Friday, September 6, 2013

What would Hawkeye do?

            When I was a teenager I would often sneak out to the living room late at night sometimes until 2AM to watch MASH.  We only had one T.V. in the house.  I would wait for my parents to go to bed, which was just down the hallway, in order to creep out and carefully switch on the T.V.  My parents probably knew I was up.  But I think recognizing it wasn’t doing me any harm besides losing some sleep, they let me get away with it for they saw it was doing some good to the spirit.

             I loved MASH for several reasons. One, the male leads were, quite frankly, hot.  Real men.  Not like those stupid boys MTV kept trying to make me have crushes on.  The second reason was because I admired Hawkeye.  He didn’t care when he broke the rules.  He just did what was right.  The army tried to punish him, he would piss off his commander, and Frank Burns was always there to challenge him.  He didn’t care.  He wasn’t apart of the bureaucracy.  He just followed his conscience.  While many T.V. shows and movies try to illustrate the high notion that one should damn all consequences to follow their ethics, none did it more inspirational or believable as Hawkeye, Trapper, and B.J.
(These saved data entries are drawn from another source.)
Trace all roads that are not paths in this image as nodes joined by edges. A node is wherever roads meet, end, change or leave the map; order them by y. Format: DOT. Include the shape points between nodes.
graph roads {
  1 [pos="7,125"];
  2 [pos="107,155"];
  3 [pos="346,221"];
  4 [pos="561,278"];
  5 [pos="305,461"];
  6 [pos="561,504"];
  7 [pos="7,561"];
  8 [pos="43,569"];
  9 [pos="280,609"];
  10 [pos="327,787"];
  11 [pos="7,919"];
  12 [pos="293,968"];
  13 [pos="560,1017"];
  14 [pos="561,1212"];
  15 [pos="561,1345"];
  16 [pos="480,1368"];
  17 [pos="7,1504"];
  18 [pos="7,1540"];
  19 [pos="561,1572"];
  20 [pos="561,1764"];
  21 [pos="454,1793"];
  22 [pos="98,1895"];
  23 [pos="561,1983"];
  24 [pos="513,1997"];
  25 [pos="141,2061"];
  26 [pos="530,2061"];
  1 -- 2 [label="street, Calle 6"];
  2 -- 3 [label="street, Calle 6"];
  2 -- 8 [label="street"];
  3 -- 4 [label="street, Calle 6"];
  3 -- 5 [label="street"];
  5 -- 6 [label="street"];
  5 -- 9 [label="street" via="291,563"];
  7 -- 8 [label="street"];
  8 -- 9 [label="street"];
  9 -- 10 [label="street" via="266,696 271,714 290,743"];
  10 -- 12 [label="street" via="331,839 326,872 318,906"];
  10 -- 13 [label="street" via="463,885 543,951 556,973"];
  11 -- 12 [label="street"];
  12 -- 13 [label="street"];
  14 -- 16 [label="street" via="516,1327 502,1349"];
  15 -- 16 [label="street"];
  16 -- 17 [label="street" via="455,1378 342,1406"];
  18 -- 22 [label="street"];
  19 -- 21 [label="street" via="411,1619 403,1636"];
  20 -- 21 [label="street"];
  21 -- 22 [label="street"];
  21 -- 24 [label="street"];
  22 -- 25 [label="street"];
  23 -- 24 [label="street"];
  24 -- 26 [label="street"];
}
            I find myself at work almost daily stuck in a dilemma that pits me against what my conscience tells me I should do and what my work tells me I have to do.  It usually takes places in transactions that should be straightforward.  For instance, the other day I was doing a typical surrender/return.  This woman and her family had taken home a cat that did not get along with their dogs or children.  They had a very busy household.  We told them this cat was not a good fit for them.  They insisted on adopting anyways because they liked the color of the cat.  A week later they came back to return the cat and adopt another one in the same day.  Before I had time to even stop the words from coming out of my mouth, I heard myself saying, “Oh sorry. We don’t do surrenders and adoptions in the same day.” A blatant and utter lie.  I didn’t care and I didn’t correct myself.  I let them walk out; hoping that they wouldn’t come back and they wouldn’t talk to a supervisor about the situation.
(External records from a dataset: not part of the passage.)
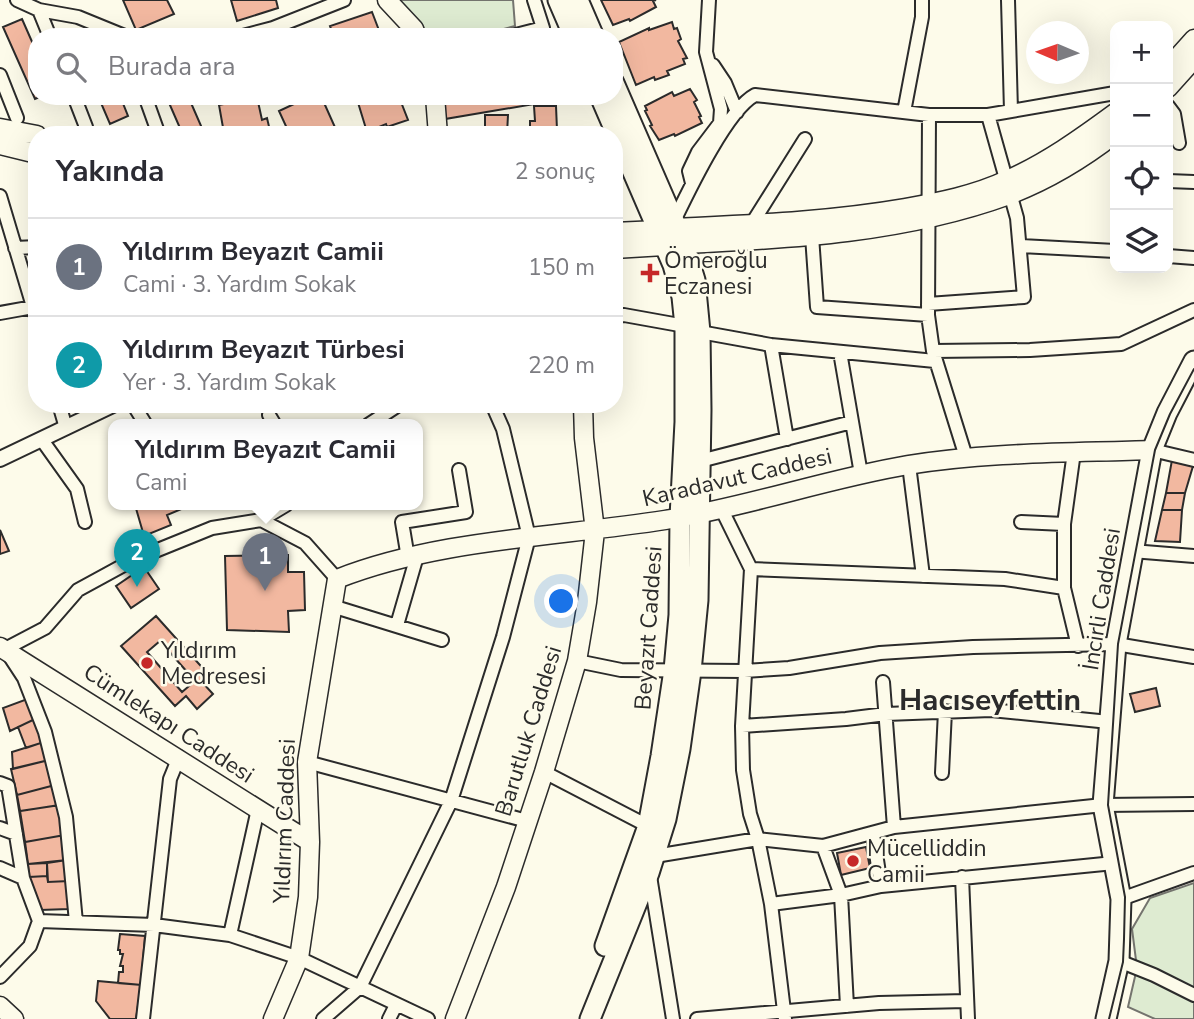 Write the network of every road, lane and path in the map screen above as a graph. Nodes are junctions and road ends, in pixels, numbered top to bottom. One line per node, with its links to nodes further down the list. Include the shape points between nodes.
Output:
1 (17, 0): 10 (street)
2 (344, 0): 13 (street)
3 (387, 0): 14 (main road)
4 (534, 0): 15 (street)
5 (558, 0): 16 (main road)
6 (578, 0): 17 (main road)
7 (709, 0): 19 (street)
8 (922, 0): 31 (street)
9 (1008, 0): 29 (street)
10 (39, 10): 11 (street); 12 (street, via 78,17)
11 (46, 28)
12 (105, 28)
13 (270, 28)
14 (413, 28)
15 (544, 28)
16 (570, 28)
17 (590, 28)
18 (1194, 39): 22 (main road)
19 (706, 52): 30 (street); 51 (street, via 721,109 720,123 689,171)
20 (1194, 59): 22 (main road)
21 (0, 75): 36 (street)
22 (1177, 76)
23 (1110, 94): 29 (street)
24 (77, 105): 37 (street)
25 (148, 105): 38 (street)
26 (436, 105): 39 (main road)
27 (605, 105): 40 (main road)
28 (622, 105): 57 (main road)
29 (1011, 111): 33 (street)
30 (737, 112): 31 (street, via 755,95); 51 (street)
31 (904, 112): 34 (street)
32 (1173, 113): 46 (street)
33 (988, 115): 34 (street); 52 (street)
34 (929, 116): 54 (street)
35 (1110, 117): 52 (main road)
36 (17, 118)
37 (86, 126)
38 (156, 126)
39 (437, 126)
40 (615, 126)
41 (0, 128): 42 (main road)
42 (28, 133)
43 (1110, 137): 52 (main road, via 1065,168)
44 (805, 139): 55 (street)
45 (623, 141): 57 (main road)
46 (1179, 143)
47 (3, 150): 48 (main road)
48 (28, 153)
49 (1173, 181): 50 (street)
50 (1194, 182)
51 (692, 183): 57 (street)
52 (1009, 187): 54 (main road); 59 (street)
53 (0, 196): 62 (street)
54 (927, 212): 55 (main road); 58 (main road); 68 (street)
55 (751, 225): 57 (main road)
56 (623, 232): 57 (main road)
57 (671, 234): 58 (main road); 61 (main road); 72 (main road, Beyazıt Caddesi, via 695,280)
58 (812, 236): 68 (street, via 817,307)
59 (1021, 246): 63 (street); 68 (street, via 1024,297)
60 (28, 247): 62 (street)
61 (623, 247)
62 (15, 248): 66 (street)
63 (1110, 251)
64 (1173, 256): 65 (street)
65 (1194, 257)
66 (28, 291)
67 (28, 308): 70 (street)
68 (928, 309): 75 (street)
69 (1194, 310): 75 (street, via 1121,344)
70 (0, 313)
71 (623, 315): 72 (street)
72 (692, 329): 73 (street); 90 (main road, Beyazıt Caddesi); 96 (main road, Beyazıt Caddesi, via 685,422)
73 (771, 345): 74 (street); 84 (street)
74 (840, 352): 75 (street); 81 (street)
75 (934, 356): 87 (street)
76 (1194, 361): 85 (main road, İncirli Caddesi)
77 (62, 413): 82 (street)
78 (97, 413): 82 (street)
79 (496, 413): 102 (street)
80 (583, 413): 101 (main road, Barutluk Caddesi)
81 (852, 422): 84 (street); 93 (street)
82 (66, 428): 83 (street)
83 (42, 439): 88 (street); 98 (street, via 77,489)
84 (787, 439): 90 (street)
85 (1152, 450): 86 (main road, Karadavut Caddesi); 89 (street); 103 (main road, İncirli Caddesi)
86 (1074, 452): 87 (main road, Karadavut Caddesi); 100 (street)
87 (966, 457): 91 (main road, Karadavut Caddesi)
88 (0, 459)
89 (1194, 460)
90 (700, 461): 96 (main road, Beyazıt Caddesi)
91 (909, 465): 93 (main road, Karadavut Caddesi); 107 (street)
92 (459, 470): 105 (street, via 466,512 402,522)
93 (861, 474): 94 (main road, Karadavut Caddesi)
94 (721, 509): 96 (main road, Karadavut Caddesi); 106 (street)
95 (278, 510): 97 (street)
96 (689, 515): 101 (main road, Karadavut Caddesi); 118 (main road, Beyazıt Caddesi, via 698,600)
97 (261, 520): 108 (street, via 305,543); 115 (street, via 212,528 134,560 78,590 45,628)
98 (85, 522)
99 (1021, 522): 100 (street)
100 (1064, 524): 109 (street)
101 (594, 531): 102 (main road, Karadavut Caddesi); 117 (main road, Barutluk Caddesi)
102 (528, 537): 105 (main road, Karadavut Caddesi); 130 (street, via 503,637)
103 (1132, 551): 104 (street); 113 (main road, İncirli Caddesi)
104 (1194, 556)
105 (412, 557): 108 (main road, Karadavut Caddesi, via 372,565); 111 (street)
106 (751, 569): 107 (street); 119 (street)
107 (923, 576): 109 (street, via 1005,579)
108 (337, 579): 110 (main road, Yıldırım Caddesi)
109 (1064, 588): 114 (street)
110 (332, 606): 111 (street); 126 (main road, Yıldırım Caddesi)
111 (397, 625): 112 (street)
112 (442, 639)
113 (1115, 644): 114 (street); 116 (street); 123 (main road, İncirli Caddesi)
114 (1078, 646): 119 (street, via 880,653)
115 (3, 648): 125 (main road, Cümlekapı Caddesi); 154 (street, via 24,678 45,732 66,817)
116 (1194, 657)
117 (577, 661): 118 (street, via 621,670); 127 (main road, Barutluk Caddesi)
118 (682, 671): 119 (street); 135 (main road, Beyazıt Caddesi); 144 (main road, Beyazıt Caddesi, via 677,761)
119 (744, 671): 124 (street)
120 (883, 682): 122 (street)
121 (945, 711): 122 (street); 123 (street, via 991,710); 128 (street)
122 (886, 714): 124 (street); 136 (street)
123 (1109, 722): 132 (main road, İncirli Caddesi)
124 (742, 726): 140 (street, via 743,770)
125 (179, 757): 133 (main road, Cümlekapı Caddesi); 155 (street, via 170,779)
126 (307, 762): 130 (street); 141 (main road, Yıldırım Caddesi)
127 (544, 772): 134 (main road, Barutluk Caddesi); 135 (street)
128 (942, 773)
129 (0, 783): 138 (street, via 8,786)
130 (451, 801): 134 (street); 160 (street)
131 (1194, 804): 132 (street)
132 (1103, 805): 136 (street); 143 (main road, İncirli Caddesi)
133 (258, 809): 141 (main road, Cümlekapı Caddesi); 156 (street)
134 (527, 821): 173 (main road, Barutluk Caddesi)
135 (648, 825): 174 (main road, Beyazıt Caddesi)
136 (894, 827): 139 (street)
137 (0, 828): 138 (street)
138 (16, 834): 148 (street)
139 (873, 834): 142 (street); 149 (street)
140 (758, 839): 142 (street); 144 (street); 152 (street)
141 (310, 842): 157 (main road, Yıldırım Caddesi)
142 (823, 846): 150 (street)
143 (1114, 863): 147 (street); 151 (main road, İncirli Caddesi)
144 (652, 864): 175 (main road, Beyazıt Caddesi); 176 (street)
145 (0, 868): 148 (street)
146 (1194, 873): 151 (street)
147 (962, 877): 149 (street); 162 (street)
148 (23, 878): 153 (street)
149 (881, 886): 150 (street)
150 (841, 895): 152 (street); 165 (street)
151 (1121, 899): 158 (main road, İncirli Caddesi)
152 (771, 904): 166 (street)
153 (39, 921): 154 (street); 159 (street, via 30,946)
154 (76, 922): 155 (street)
155 (154, 925): 156 (street); 168 (street)
156 (230, 935): 157 (street)
157 (299, 958): 160 (street); 169 (main road, Yıldırım Caddesi)
158 (1119, 961): 161 (street); 179 (main road, İncirli Caddesi)
159 (0, 977)
160 (360, 988): 163 (street); 170 (street)
161 (1194, 995)
162 (967, 1001): 165 (street); 178 (street)
163 (396, 1005): 171 (street); 172 (street)
164 (0, 1006): 167 (main road)
165 (847, 1006): 166 (street)
166 (785, 1016): 177 (street)
167 (14, 1019)
168 (144, 1019)
169 (273, 1019)
170 (323, 1019)
171 (389, 1019)
172 (428, 1019)
173 (456, 1019)
174 (577, 1019)
175 (590, 1019)
176 (673, 1019)
177 (697, 1019)
178 (968, 1019)
179 (1106, 1019)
            Many of my coworkers have taken similar stances on issues they feel as passionate about.  We recently have started to charge for people to view their animal after it has been euthanized.  Disgusting.  We are now charging for people to say one final goodbye.  As of yet, not one coworker on the frontline has actually accepted payment for this service.  We simply refuse due to principle.

            “What would Hawkeye do?” I find myself asking.  Sometimes rules need to be broken.  Rules and policies don’t always make for the right course of action.  My coworkers and I see horrible careless decisions being made regarding the life of so many animals.  So we lie, coil, twist, and bend to follow our morals.  We do it not because we are righteous, but because we see animals degrade into depression, insanity, and finally death.  Some people would argue that this is wrong.  Our work’s policies are there for a reason.  That stepping in is not our place due to the fact that it’s not our decisions to make.  They just might be right.  But that is not what Hawkeye taught me.

            Last week, I was dealing with a difficult situation regarding a woman adopting a chinchilla.  She had just surrendered a guinea pig because it was too much to deal with.  I told my lead that we should probably stop this because a chinchilla is significantly more work.  It would not be successful for the chinchilla or the girl.  My lead told me to ignore it; to stop thinking about it and just keep going on with the visit and the adoption.  We couldn’t stop it, she said.  Instead of listening to her, I interfered and opened my mouth.  I found another supervisor who was as outraged as me.  She broke the rules and told them they couldn’t adopt.  She plucked that chinchilla out of their hands and found her own inner Hawkeye.  Her and I risked getting into trouble.  It was worth it. 

       We’re not saving lives in Korea or in a war zone.  The risks are much lower.  But I have to believe that Hawkeye existed.  That there are people out there that say no when their stomach turns on them.  Ideals need to be fought for.  If one cannot find the inner strength to stand up in situations so seemly so small, Hawkeye, Trapper and B.J. will always just continue to exist within the T.V.  And that just isn’t good enough for me.